> **REQUIRED ACTION**
What you return must match the listing below word for word.

> **RECORDS FOR THE TASK**

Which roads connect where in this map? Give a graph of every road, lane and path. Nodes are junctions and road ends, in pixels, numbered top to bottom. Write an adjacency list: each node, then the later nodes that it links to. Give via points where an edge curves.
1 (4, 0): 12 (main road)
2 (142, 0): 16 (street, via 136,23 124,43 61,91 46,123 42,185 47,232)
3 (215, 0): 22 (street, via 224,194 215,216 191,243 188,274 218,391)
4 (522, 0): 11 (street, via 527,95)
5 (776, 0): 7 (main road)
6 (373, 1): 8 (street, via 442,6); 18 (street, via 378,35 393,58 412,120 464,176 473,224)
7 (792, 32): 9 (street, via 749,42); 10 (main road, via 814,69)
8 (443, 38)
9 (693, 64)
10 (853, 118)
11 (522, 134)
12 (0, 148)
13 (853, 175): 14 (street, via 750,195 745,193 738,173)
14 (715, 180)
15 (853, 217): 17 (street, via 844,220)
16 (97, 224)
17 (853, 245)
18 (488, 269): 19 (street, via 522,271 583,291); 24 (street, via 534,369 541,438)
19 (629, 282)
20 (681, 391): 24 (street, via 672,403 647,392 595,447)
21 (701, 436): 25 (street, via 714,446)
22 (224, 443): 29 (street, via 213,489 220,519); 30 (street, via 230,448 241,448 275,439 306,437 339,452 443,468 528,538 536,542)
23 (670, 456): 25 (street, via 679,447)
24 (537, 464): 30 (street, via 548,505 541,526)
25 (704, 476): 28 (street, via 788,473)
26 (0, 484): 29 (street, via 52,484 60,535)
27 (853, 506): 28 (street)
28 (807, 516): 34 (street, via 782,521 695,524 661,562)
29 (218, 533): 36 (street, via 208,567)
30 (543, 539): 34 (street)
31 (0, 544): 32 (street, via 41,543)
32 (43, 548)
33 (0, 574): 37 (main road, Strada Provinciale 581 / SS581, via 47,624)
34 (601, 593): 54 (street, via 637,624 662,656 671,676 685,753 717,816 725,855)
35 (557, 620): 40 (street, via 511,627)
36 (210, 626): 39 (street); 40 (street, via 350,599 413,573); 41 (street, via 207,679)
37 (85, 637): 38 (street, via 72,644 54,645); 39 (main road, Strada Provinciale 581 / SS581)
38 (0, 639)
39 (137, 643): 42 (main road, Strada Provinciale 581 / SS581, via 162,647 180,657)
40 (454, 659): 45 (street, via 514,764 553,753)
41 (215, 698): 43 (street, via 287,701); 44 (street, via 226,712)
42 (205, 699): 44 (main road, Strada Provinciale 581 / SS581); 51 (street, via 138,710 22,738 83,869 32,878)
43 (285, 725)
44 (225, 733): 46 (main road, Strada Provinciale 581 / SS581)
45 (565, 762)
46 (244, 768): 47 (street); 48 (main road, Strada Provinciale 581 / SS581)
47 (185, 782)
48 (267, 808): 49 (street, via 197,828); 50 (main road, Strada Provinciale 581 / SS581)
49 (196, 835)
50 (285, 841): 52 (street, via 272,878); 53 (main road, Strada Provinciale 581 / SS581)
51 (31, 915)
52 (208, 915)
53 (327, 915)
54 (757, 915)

> **EXERCISE SOLUTION**
Which roads connect where in this map? Give a graph of every road, lane and path. Nodes are junctions and road ends, in pixels, numbered top to bottom. Write an adjacency list: each node, then the later nodes that it links to. Give via points where an edge curves.
1 (4, 0): 12 (main road)
2 (142, 0): 16 (street, via 136,23 124,43 61,91 46,123 42,185 47,232)
3 (215, 0): 22 (street, via 224,194 215,216 191,243 188,274 218,391)
4 (522, 0): 11 (street, via 527,95)
5 (776, 0): 7 (main road)
6 (373, 1): 8 (street, via 442,6); 18 (street, via 378,35 393,58 412,120 464,176 473,224)
7 (792, 32): 9 (street, via 749,42); 10 (main road, via 814,69)
8 (443, 38)
9 (693, 64)
10 (853, 118)
11 (522, 134)
12 (0, 148)
13 (853, 175): 14 (street, via 750,195 745,193 738,173)
14 (715, 180)
15 (853, 217): 17 (street, via 844,220)
16 (97, 224)
17 (853, 245)
18 (488, 269): 19 (street, via 522,271 583,291); 24 (street, via 534,369 541,438)
19 (629, 282)
20 (681, 391): 24 (street, via 672,403 647,392 595,447)
21 (701, 436): 25 (street, via 714,446)
22 (224, 443): 29 (street, via 213,489 220,519); 30 (street, via 230,448 241,448 275,439 306,437 339,452 443,468 528,538 536,542)
23 (670, 456): 25 (street, via 679,447)
24 (537, 464): 30 (street, via 548,505 541,526)
25 (704, 476): 28 (street, via 788,473)
26 (0, 484): 29 (street, via 52,484 60,535)
27 (853, 506): 28 (street)
28 (807, 516): 34 (street, via 782,521 695,524 661,562)
29 (218, 533): 36 (street, via 208,567)
30 (543, 539): 34 (street)
31 (0, 544): 32 (street, via 41,543)
32 (43, 548)
33 (0, 574): 37 (main road, Strada Provinciale 581 / SS581, via 47,624)
34 (601, 593): 54 (street, via 637,624 662,656 671,676 685,753 717,816 725,855)
35 (557, 620): 40 (street, via 511,627)
36 (210, 626): 39 (street); 40 (street, via 350,599 413,573); 41 (street, via 207,679)
37 (85, 637): 38 (street, via 72,644 54,645); 39 (main road, Strada Provinciale 581 / SS581)
38 (0, 639)
39 (137, 643): 42 (main road, Strada Provinciale 581 / SS581, via 162,647 180,657)
40 (454, 659): 45 (street, via 514,764 553,753)
41 (215, 698): 43 (street, via 287,701); 44 (street, via 226,712)
42 (205, 699): 44 (main road, Strada Provinciale 581 / SS581); 51 (street, via 138,710 22,738 83,869 32,878)
43 (285, 725)
44 (225, 733): 46 (main road, Strada Provinciale 581 / SS581)
45 (565, 762)
46 (244, 768): 47 (street); 48 (main road, Strada Provinciale 581 / SS581)
47 (185, 782)
48 (267, 808): 49 (street, via 197,828); 50 (main road, Strada Provinciale 581 / SS581)
49 (196, 835)
50 (285, 841): 52 (street, via 272,878); 53 (main road, Strada Provinciale 581 / SS581)
51 (31, 915)
52 (208, 915)
53 (327, 915)
54 (757, 915)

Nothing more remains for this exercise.